Dienstag, 27. April 2010

Bestanden

Gestern war U8, alles Mögliche wird überprüft. Während ich von unserem Kinderarzt sehr viel halte, gilt dies nicht für alle seiner Sprechstundenhilfen. Gestern, das war so eine …

Die Tochter hatte das wohl im Gespür. Startete mit Schweigen. Ließ sich dann von ihr durch Androhung von Belohnungsgummibärchenentzug (ich schüttele nur den Kopf) zur Kooperation bewegen. Zeigte, dass sie wie ein Adler sieht – „und auch wie einer hört“, kommentierte der Arzt später die Ergebnisse. Bis dahin wusste ich nicht, dass Adler schlecht hören ;-). Da das Hören aber letztes Jahr an der Uniklinik ausgiebigst getestet wurde, als sie noch kein Wort sprach, wissen wir, dass damals alles bestens war, die gestrigen Ergebnisse also vermutlich nur durch fehlerhafte Gerätebedienung (oder doch durch stillen Boykott ;-)) zustande kamen.

Nun, richtig spannend wurde es, als die altersgemäße Sprachentwicklung überprüft werden sollte. Ich hatte keine Ahnung, welches die Kriterien sind, erschloss sie mir erst im Laufe des Gesprächs, das meine Tochter mehr und mehr zu gustieren schien. Und ich auch. Aber hört selbst ….
(Zu schade, dass ich kein Diktiergerät mitlaufen ließ: ich vermute, ich habe die Hälfte der Dialoge noch vergessen. Jetzt beim Aufschreiben kommt es mir ganz und gar unglaublich vor - aber ich schwöre: es WAR so.)

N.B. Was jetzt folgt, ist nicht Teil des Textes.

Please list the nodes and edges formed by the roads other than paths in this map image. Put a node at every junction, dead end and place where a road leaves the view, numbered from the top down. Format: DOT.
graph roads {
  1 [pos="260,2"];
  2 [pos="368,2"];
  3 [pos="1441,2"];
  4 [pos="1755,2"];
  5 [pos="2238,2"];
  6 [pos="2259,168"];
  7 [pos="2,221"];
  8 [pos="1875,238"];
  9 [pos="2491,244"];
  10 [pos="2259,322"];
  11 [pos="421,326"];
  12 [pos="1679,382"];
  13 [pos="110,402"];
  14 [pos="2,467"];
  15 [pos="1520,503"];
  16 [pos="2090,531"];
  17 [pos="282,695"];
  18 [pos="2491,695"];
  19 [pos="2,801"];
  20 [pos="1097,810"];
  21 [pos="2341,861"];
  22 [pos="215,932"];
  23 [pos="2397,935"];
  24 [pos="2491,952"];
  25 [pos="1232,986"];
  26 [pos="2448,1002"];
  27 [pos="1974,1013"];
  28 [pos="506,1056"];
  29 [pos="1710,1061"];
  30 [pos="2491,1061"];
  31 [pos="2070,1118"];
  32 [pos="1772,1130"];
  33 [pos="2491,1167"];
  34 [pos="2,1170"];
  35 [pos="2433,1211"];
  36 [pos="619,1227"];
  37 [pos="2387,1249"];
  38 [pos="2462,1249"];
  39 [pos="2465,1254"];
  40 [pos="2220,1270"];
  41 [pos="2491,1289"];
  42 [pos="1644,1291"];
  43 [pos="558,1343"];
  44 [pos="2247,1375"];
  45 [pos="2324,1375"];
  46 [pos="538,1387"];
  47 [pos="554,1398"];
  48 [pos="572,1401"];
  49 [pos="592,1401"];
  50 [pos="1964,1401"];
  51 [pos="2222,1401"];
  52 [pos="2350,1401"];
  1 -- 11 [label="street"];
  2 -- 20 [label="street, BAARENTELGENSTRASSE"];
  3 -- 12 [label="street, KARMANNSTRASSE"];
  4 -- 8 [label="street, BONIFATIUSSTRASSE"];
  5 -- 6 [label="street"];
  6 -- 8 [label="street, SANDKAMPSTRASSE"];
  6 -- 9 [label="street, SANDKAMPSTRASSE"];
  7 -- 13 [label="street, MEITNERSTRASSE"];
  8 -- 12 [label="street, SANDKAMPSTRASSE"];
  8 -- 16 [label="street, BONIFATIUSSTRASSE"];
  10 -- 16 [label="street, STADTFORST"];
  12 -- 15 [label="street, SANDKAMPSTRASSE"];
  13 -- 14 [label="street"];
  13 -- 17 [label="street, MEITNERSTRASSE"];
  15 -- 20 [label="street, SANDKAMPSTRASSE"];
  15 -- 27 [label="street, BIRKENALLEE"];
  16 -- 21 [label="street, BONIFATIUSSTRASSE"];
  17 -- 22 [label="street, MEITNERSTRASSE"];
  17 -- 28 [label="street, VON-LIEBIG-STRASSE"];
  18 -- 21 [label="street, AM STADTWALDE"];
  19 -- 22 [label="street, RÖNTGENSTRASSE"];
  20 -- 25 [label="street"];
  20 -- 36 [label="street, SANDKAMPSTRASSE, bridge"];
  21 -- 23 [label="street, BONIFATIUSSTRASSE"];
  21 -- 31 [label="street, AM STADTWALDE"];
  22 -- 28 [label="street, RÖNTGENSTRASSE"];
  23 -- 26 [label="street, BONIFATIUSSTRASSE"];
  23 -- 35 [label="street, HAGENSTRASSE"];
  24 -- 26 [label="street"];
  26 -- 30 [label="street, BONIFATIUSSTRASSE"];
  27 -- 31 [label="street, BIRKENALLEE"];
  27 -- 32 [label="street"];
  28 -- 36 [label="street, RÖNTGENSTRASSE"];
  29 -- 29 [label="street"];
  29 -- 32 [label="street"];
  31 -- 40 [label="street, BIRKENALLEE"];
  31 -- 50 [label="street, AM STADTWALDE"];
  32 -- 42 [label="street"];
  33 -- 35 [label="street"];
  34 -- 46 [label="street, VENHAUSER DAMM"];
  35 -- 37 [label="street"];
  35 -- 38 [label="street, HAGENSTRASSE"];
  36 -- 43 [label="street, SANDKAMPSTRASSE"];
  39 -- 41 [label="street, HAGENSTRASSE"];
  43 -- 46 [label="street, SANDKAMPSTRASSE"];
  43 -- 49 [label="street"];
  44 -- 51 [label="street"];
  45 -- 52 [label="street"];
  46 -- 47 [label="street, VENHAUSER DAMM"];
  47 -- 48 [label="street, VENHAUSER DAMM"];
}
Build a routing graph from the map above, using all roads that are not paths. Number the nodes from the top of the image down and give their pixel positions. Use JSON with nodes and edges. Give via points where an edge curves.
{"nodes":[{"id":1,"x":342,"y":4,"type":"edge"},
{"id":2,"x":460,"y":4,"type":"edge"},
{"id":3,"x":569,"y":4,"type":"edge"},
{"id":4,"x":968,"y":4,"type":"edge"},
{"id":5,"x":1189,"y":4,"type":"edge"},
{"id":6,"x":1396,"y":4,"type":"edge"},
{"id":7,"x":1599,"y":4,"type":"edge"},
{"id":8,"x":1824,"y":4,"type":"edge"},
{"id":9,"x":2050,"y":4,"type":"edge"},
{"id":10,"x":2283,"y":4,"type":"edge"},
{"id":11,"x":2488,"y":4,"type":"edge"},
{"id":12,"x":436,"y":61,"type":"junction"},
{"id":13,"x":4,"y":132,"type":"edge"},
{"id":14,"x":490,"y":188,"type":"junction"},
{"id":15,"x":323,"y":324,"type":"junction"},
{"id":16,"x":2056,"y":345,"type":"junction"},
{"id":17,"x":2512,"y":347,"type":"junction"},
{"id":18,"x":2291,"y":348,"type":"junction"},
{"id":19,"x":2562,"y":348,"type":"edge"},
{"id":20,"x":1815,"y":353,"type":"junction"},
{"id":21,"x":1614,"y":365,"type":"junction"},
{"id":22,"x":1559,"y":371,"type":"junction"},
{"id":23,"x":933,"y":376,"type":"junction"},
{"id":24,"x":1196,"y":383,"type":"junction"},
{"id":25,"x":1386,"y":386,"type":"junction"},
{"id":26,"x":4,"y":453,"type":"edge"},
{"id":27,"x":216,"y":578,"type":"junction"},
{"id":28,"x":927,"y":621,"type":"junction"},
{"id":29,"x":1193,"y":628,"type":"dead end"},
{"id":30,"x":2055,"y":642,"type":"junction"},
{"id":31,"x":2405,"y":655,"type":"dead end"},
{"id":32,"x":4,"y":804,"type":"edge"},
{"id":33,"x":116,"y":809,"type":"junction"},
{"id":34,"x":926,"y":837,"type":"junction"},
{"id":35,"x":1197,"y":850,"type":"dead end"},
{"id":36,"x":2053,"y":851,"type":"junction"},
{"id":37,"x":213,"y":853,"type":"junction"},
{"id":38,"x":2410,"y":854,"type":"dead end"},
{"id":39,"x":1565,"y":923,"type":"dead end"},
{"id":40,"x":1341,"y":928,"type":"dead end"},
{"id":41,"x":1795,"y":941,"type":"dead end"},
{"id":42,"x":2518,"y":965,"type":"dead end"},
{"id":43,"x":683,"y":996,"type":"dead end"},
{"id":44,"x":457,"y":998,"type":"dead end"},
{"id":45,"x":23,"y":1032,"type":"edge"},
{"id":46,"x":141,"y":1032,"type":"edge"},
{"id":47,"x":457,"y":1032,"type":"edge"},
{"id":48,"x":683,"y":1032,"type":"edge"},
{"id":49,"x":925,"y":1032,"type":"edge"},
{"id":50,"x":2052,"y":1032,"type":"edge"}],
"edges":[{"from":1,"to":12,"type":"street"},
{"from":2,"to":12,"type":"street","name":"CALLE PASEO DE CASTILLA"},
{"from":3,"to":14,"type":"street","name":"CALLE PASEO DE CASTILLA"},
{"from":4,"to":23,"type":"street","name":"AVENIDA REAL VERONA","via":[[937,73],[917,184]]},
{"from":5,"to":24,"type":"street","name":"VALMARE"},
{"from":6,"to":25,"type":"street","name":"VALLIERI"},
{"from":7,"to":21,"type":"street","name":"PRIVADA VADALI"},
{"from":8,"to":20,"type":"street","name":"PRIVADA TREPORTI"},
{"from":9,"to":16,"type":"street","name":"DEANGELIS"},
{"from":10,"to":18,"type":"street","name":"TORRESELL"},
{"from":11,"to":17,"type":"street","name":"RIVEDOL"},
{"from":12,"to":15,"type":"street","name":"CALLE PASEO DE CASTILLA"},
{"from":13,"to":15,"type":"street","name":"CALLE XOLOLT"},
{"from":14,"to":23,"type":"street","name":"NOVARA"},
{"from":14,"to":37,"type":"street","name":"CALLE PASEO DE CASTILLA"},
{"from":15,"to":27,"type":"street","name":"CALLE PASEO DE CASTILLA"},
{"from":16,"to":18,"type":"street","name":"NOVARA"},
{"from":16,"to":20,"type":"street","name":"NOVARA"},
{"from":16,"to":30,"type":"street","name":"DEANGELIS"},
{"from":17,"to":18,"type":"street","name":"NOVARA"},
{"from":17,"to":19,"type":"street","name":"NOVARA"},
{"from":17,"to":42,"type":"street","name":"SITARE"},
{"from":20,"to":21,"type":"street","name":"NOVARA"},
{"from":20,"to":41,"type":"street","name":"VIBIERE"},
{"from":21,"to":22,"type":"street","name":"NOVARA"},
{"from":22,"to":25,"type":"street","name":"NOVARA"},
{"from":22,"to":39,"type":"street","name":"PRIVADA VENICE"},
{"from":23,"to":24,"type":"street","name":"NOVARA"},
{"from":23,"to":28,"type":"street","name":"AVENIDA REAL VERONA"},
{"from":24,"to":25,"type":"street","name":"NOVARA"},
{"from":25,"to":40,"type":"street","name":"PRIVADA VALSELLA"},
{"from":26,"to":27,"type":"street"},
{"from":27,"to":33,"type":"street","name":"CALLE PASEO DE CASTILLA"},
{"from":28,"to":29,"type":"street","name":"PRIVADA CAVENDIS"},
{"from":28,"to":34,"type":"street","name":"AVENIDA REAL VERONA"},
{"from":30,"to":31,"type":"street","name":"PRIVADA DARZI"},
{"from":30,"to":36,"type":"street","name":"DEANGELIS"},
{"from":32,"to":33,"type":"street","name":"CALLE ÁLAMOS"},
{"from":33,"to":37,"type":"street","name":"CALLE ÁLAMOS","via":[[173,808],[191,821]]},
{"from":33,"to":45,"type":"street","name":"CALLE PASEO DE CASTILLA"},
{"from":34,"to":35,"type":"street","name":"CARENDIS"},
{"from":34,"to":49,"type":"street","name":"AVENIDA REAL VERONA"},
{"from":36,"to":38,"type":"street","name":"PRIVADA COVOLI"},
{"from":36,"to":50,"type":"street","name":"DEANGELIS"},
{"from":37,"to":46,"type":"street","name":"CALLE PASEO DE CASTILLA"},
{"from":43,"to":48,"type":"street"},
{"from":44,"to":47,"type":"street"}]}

Teil 1: Kann das Kind Farben benennen?
Sie zeigt ein knalleblaues Blatt – Tochter sagt „blau“.
Sie zeigt ein knallerotes Brillenetui – Tochter sagt „rot“.
Sie zeigt – gegen’s Licht – zwei Miniteilchen, dunkel, klein, krumpelig, kaum als Büroklammern zu erkennen – Tochter legt los: „Also da sind so Blätter, das macht man da so dran. Da immer oben an so Blätter, so mehrere Blätter.“ – Meine Güte, denke ich, was für komplizierter Wortschatz, der hier gecheckt wird. Die Sprechstundenhilfe macht nur „hm“, ich frage mich ernsthaft, ob ich in der Wortschatzarbeit mit meinem Kind arg zurück bin, doch schon geht es weiter …
Sie legt die Teilchen weg und zeigt ein Blanko-Rezept – Tochter kommt in Form: „Ein Blatt.“ – „Hm.“ – „Ein kleines Blatt. Das heißt Zettel.“ – „Hm.“ – Während ich jetzt eigentlich denke, dass man das besser nicht sagen könne, scheint es nicht zu befriedigen.
Die Sprechstundenhilfe zeigt auf den Hintergrund des Rezepts – aha – Tochter kapiert endlich: „grün“.
Bingo. So einfach hätten wir das haben können. Ach ja, die Büroklammern waren natürlich grün :)
(„Gelb“ hat sie vergessen zu überprüfen. Hoffentlich bemerkt sie’s nicht noch. Dann bekommen wir vermutlich einen Nachtermin ;-))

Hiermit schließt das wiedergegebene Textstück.